El destino nos reserva a cada uno nuestro papel en la vida, pero resulta difícil que todos los papeles acaben en su sitio. Me he pasado los años entre papeles, dedicado con frecuencia a estudiar a escritores que por razones históricas se vieron en más de una ocasión sin papeles, haciendo cola ante consulados y comisarías en busca de un permiso de residencia. Claro que resulta más desagradable encontrarse de pronto con un mal papel ante los ojos, una notificación de la censura, una sentencia a cadena perpetua, a muerte. La memoria es un archivo de papeles afortunados o trágicos que nos permiten conocer el pasado y nos ayudan a elegir el papel que queremos desempeñar en nuestra vida. Conviene meditar, sentir, elegir, porque hay mentiras envueltas en papel de regalo, y verdades que nos llegan con papel de estraza. Al final las cosas son lo que son, y los papeles dicen lo que dicen, y es mejor no engañarse ni cerrar los ojos. Ahora que parece resuelto el culebrón de los papeles de Salamanca, tal vez haya un momento de respiro para explicarle a la gente con serenidad qué significado histórico tiene el Archivo, en nombre de qué protestaba el heroico alcalde de la ciudad castellana, de qué hemos estado discutiendo. Cada uno tiene su papel en la vida, y sus debilidades, y a mí me han afectado de forma particular las discusiones sobre el Archivo. Entre todas las campañas de acusaciones con las que el PP ha decidido crispar la vida política, la más triste quizás sea la campaña de Salamanca.

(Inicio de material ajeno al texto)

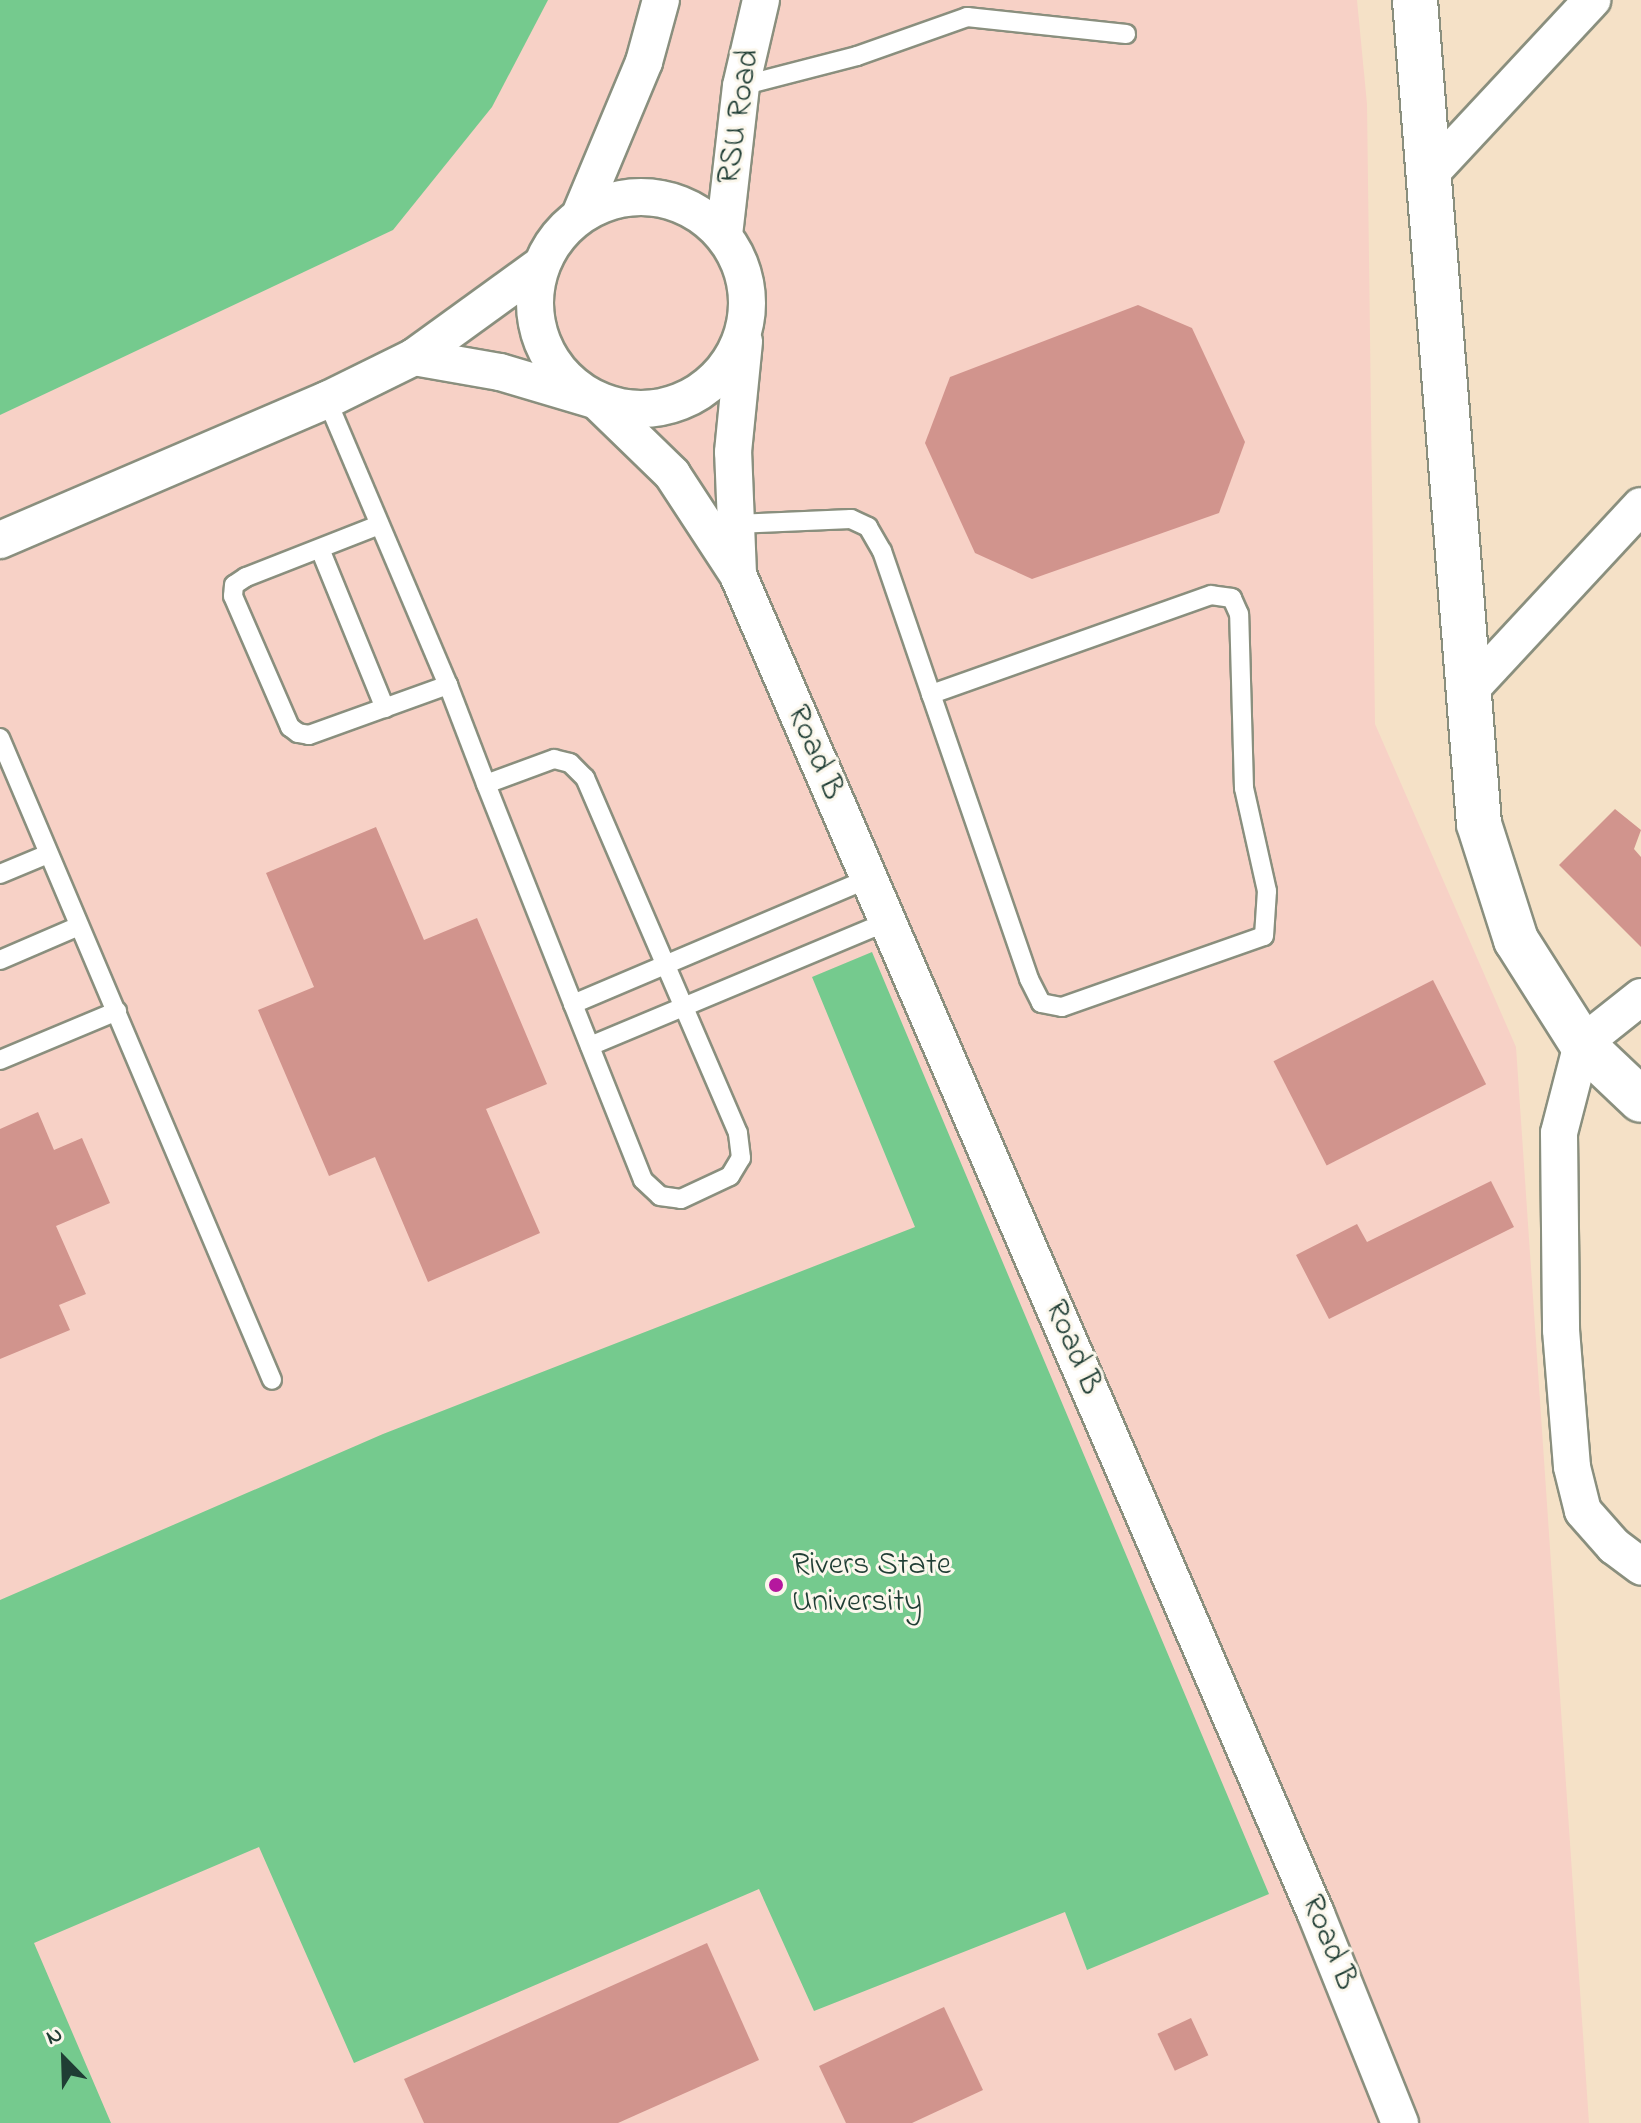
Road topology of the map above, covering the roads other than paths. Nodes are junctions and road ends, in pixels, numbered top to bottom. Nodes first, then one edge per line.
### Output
1 (661, 0) edge
2 (761, 0) edge
3 (1415, 0) edge
4 (1592, 0) edge
5 (1126, 34) dead end
6 (741, 86) junction
7 (1428, 176) junction
8 (580, 215) junction
9 (724, 235) junction
10 (541, 265) junction
11 (746, 324) junction
12 (414, 357) junction
13 (327, 400) junction
14 (597, 401) junction
15 (1641, 506) edge
16 (736, 524) junction
17 (379, 525) junction
18 (0, 540) edge
19 (320, 549) junction
20 (738, 575) junction
21 (448, 685) junction
22 (1467, 693) junction
23 (931, 694) junction
24 (385, 708) junction
25 (0, 738) edge
26 (486, 784) junction
27 (48, 854) junction
28 (0, 874) edge
29 (868, 879) junction
30 (887, 922) junction
31 (79, 926) junction
32 (0, 960) edge
33 (668, 964) junction
34 (1641, 997) edge
35 (573, 1004) junction
36 (685, 1008) junction
37 (117, 1011) junction
38 (1582, 1044) junction
39 (590, 1046) junction
40 (0, 1060) edge
41 (1641, 1100) edge
42 (272, 1380) dead end
43 (1641, 1566) edge
44 (1400, 2123) edge

1 - 8 street
2 - 6 street, RSU Road
3 - 7 street
4 - 7 street
5 - 6 lane
6 - 9 street, RSU Road
7 - 22 street
8 - 9 street
8 - 10 street
9 - 11 street
10 - 12 street
10 - 14 street
11 - 14 street
11 - 16 street
12 - 13 street
12 - 14 street
13 - 17 lane
13 - 18 street
14 - 20 street
15 - 22 street
16 - 20 street
16 - 23 lane
17 - 19 lane
17 - 21 lane
19 - 24 lane
19 - 24 lane
20 - 29 street, Road B
21 - 24 lane
21 - 26 lane
22 - 38 street
23 - 23 lane
25 - 27 lane
26 - 33 lane
26 - 35 lane
27 - 28 lane
27 - 31 lane
29 - 30 street, Road B
29 - 33 lane
30 - 36 lane
30 - 44 street, Road B
31 - 32 lane
31 - 37 lane
33 - 35 lane
33 - 36 lane
34 - 38 street
35 - 39 lane
36 - 39 lane
36 - 39 lane
37 - 40 lane
37 - 42 lane
38 - 41 street
38 - 43 street

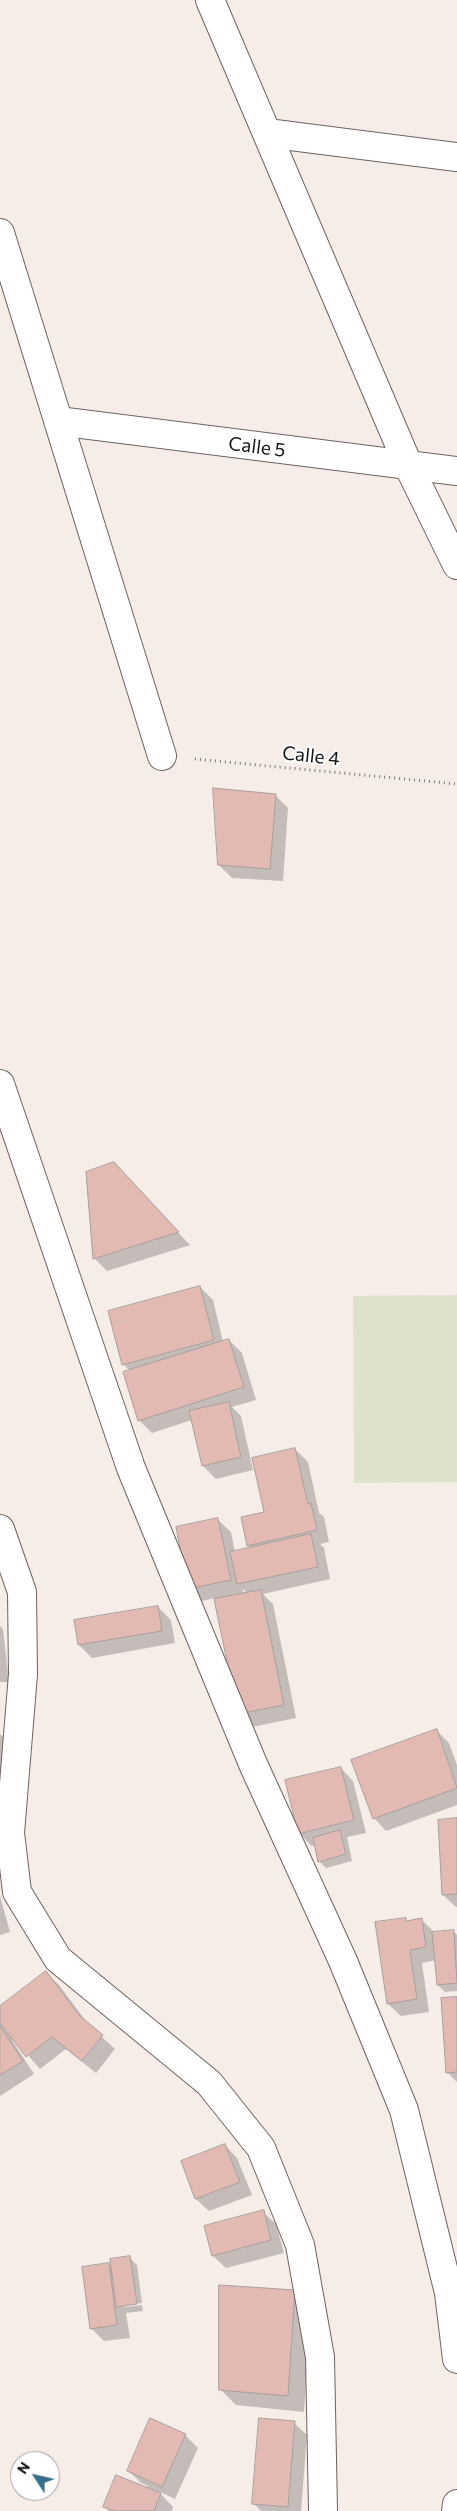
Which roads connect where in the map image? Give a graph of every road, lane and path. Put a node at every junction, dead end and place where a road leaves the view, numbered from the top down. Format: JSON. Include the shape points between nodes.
{"nodes":[{"id":1,"x":210,"y":0,"type":"edge"},
{"id":2,"x":267,"y":133,"type":"junction"},
{"id":3,"x":457,"y":157,"type":"edge"},
{"id":4,"x":0,"y":233,"type":"edge"},
{"id":5,"x":58,"y":421,"type":"junction"},
{"id":6,"x":409,"y":467,"type":"junction"},
{"id":7,"x":457,"y":471,"type":"edge"},
{"id":8,"x":457,"y":565,"type":"edge"},
{"id":9,"x":162,"y":756,"type":"joint"},
{"id":10,"x":457,"y":784,"type":"edge"},
{"id":11,"x":0,"y":1084,"type":"edge"},
{"id":12,"x":0,"y":1529,"type":"edge"},
{"id":13,"x":457,"y":2359,"type":"edge"},
{"id":14,"x":457,"y":2504,"type":"edge"},
{"id":15,"x":323,"y":2511,"type":"edge"},
{"id":16,"x":456,"y":2511,"type":"edge"}],
"edges":[{"from":1,"to":2,"type":"street"},
{"from":2,"to":3,"type":"street"},
{"from":2,"to":6,"type":"street"},
{"from":4,"to":5,"type":"street"},
{"from":5,"to":6,"type":"street","name":"Calle 5"},
{"from":5,"to":9,"type":"street"},
{"from":6,"to":7,"type":"street","name":"Calle 5"},
{"from":6,"to":8,"type":"street"},
{"from":9,"to":10,"type":"path","name":"Calle 4"},
{"from":11,"to":13,"type":"street","via":[[131,1468],[253,1764],[343,1961],[404,2110],[450,2293]]},
{"from":12,"to":15,"type":"street","via":[[22,1592],[23,1674],[10,1833],[17,1892],[58,1959],[209,2083],[261,2148],[300,2245],[320,2357]]},
{"from":14,"to":16,"type":"street"}]}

Saber es poder, y los ejércitos en guerra incautan documentación. El ejército victorioso de Franco incautó muchos papeles privados y públicos, entre otros los papeles que antes había incautado el ejército leal a la República. Llegaron a reunirse 850 toneladas de papeles, de las cuales salieron tres millones y medio de fichas, utilizadas minuciosamente en los años de la despiadada represión. De esas toneladas sólo quedan hoy 150. Las otras 700 fueron devueltas por el Régimen a los interesados adictos, a las instituciones partidarias, o bien fueron trituradas una vez que cumplieron su cometido policial, o bien sirvieron para calentar los fríos inviernos salmantinos. La historia del Archivo está marcada por la crueldad, la represión y la violación de las leyes. Hacer demagogia con una historia tan impura y todavía reciente me ha parecido una decisión de insensibilidad pasmosa. Una vez asegurada la continuidad científica del Archivo, hubiese sido mucho más oportuno que se guardase un silencio respetuoso a la hora de cumplir las decisiones parlamentarias. Entre los documentos que tuve ocasión de consultar, recuerdo sobre todo las colecciones de cartas de niños de la Guerra dirigidas a sus padres desde el exilio. Nunca llegaron a su destino original, escrito con letra torpe en los sobres, porque la policía franquista las interceptaba y las enviaba directamente a los fondos del Archivo. Los niños daban cuenta de sus viajes, de sus enfermedades, de su pan blanco con mantequilla, de sus vasos de chocolate, de sus direcciones. Y pedían noticias de España, preguntaban por los bombardeos y los hermanos. Conseguir hoy que, simbólicamente, alguno de aquellos papeles llegue a su destino sólo significa vivir en un país más comunicado, más noble, más justo.